Form 8-K

 

 

UNITED STATES

SECURITIES AND EXCHANGE COMMISSION

Washington, D.C. 20549

 

 

FORM 8-K

 

 

CURRENT REPORT

Pursuant to Section 13 or 15(d)

of The Securities Exchange Act of 1934

DATE OF REPORT (DATE OF EARLIEST EVENT REPORTED): January 28, 2016

 

 

GILEAD SCIENCES, INC.

(Exact name of registrant as specified in its charter)

 

 

 

DELAWARE   0-19731   94-3047598

(State or other jurisdiction of

incorporation or organization)

 

(Commission

File Number)

 

(I.R.S. Employer

Identification No.)

333 LAKESIDE DRIVE, FOSTER CITY, CALIFORNIA

(Address of principal executive offices)

94404

(Zip Code)

(650) 574-3000

(Registrant’s telephone number, including area code)

 

 

Check the appropriate box below if the Form 8-K filing is intended to simultaneously satisfy the filing obligation of the registrant under any of the following provisions:

 

¨ Written communications pursuant to Rule 425 under the Securities Act (17 CFD 230.425)

 

¨ Soliciting material pursuant to Rule 14a-12 under the Exchange Act (17 CFR 240.14a-12)

 

¨ Pre-commencement communications pursuant to Rule 14-2(b) under the Exchange Act (17 CFR 240.14d-2(b))

 

¨ Pre-commencement communications pursuant to Rule 13e-4(c) under the Exchange Act (17 CFR 240.13e-4(c))

 

 

 


Section 5 - CORPORATE GOVERNANCE AND MANAGEMENT

 

Item 5.02 Appointment of Certain Officers; Election of Directors; Compensatory Arrangements of Certain Officers

(c) Appointment of Certain Officers

On January 28, 2016, the Board of Directors (the Board) of Gilead Sciences, Inc. (the Company) appointed John C. Martin, Ph.D., Chairman and Chief Executive Officer, to serve as Executive Chairman effective March 10, 2016 (the Effective Date).

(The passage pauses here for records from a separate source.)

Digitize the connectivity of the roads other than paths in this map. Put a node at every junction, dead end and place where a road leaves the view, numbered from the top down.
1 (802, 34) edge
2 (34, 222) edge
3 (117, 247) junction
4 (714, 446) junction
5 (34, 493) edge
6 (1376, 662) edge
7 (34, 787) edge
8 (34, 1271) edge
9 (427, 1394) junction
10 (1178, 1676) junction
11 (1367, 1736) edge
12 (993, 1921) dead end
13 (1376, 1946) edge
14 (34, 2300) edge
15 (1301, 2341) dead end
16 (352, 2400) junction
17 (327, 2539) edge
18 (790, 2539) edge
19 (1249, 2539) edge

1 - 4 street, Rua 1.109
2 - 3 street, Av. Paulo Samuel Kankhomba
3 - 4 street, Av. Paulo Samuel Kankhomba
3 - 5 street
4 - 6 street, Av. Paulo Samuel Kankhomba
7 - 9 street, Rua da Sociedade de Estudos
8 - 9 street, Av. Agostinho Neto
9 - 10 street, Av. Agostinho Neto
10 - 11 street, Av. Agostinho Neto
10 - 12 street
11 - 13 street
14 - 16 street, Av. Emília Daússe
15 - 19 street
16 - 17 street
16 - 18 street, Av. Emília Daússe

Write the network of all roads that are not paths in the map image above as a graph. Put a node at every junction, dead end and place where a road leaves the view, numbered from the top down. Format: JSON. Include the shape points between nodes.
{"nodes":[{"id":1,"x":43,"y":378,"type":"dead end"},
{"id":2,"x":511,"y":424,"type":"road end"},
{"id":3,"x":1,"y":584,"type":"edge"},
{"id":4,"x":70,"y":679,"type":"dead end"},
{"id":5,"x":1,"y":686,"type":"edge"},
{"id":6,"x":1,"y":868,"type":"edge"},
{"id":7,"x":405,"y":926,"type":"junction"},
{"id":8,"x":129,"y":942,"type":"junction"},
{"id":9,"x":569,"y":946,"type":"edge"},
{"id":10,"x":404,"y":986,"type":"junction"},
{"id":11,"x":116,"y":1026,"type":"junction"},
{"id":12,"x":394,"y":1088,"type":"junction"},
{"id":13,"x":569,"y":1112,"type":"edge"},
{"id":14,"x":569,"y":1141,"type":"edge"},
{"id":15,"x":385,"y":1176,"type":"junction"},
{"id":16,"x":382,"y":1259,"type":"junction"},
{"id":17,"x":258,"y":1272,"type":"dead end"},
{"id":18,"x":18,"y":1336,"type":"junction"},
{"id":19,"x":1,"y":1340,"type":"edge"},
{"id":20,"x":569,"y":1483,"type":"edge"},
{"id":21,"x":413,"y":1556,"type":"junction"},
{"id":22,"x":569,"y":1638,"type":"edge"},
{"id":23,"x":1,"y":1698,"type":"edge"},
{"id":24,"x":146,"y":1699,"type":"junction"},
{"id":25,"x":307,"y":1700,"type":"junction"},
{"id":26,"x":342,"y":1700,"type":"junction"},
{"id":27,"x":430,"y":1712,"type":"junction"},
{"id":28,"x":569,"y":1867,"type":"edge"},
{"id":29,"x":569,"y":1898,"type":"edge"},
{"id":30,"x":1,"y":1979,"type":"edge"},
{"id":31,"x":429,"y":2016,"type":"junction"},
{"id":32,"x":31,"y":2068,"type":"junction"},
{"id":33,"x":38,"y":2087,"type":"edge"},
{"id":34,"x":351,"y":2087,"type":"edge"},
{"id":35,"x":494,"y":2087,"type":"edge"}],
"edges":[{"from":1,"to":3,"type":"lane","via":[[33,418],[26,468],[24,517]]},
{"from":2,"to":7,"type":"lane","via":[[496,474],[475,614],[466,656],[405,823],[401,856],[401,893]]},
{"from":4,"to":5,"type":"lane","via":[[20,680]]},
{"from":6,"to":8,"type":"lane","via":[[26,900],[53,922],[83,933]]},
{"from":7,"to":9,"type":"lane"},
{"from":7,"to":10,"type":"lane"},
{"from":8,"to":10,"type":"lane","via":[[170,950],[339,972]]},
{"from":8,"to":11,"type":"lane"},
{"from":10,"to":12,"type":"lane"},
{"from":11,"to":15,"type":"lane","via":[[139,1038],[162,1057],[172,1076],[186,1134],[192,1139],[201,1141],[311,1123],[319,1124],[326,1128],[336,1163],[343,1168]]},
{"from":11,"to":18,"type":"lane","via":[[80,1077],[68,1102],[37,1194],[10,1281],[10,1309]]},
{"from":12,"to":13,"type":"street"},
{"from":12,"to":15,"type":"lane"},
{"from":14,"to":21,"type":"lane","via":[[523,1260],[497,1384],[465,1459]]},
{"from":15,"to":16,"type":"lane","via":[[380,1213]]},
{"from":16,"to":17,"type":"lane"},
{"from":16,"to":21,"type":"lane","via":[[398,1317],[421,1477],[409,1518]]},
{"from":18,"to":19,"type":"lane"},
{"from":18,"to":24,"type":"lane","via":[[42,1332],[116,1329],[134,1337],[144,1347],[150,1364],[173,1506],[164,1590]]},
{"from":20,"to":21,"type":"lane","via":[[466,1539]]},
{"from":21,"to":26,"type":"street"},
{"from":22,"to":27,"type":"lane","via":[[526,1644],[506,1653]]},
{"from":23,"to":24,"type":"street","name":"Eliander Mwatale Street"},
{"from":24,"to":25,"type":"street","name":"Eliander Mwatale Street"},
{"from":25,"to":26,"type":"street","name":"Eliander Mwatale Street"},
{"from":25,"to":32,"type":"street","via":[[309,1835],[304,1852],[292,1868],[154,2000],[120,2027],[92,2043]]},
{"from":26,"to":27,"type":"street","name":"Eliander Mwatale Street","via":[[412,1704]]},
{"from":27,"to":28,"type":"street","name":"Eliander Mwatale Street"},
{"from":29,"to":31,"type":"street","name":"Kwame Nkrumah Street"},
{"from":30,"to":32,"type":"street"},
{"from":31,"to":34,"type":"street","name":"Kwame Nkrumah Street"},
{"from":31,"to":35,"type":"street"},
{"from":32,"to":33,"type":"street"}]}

The Board promoted John F. Milligan, Ph.D., from President and Chief Operating Officer to Chief Executive Officer effective as of the Effective Date.

(d) Election of New Director

On January 28, 2016, the Board elected Dr. Milligan to serve on the Board. Dr. Milligan will receive no additional compensation for his service on the Board.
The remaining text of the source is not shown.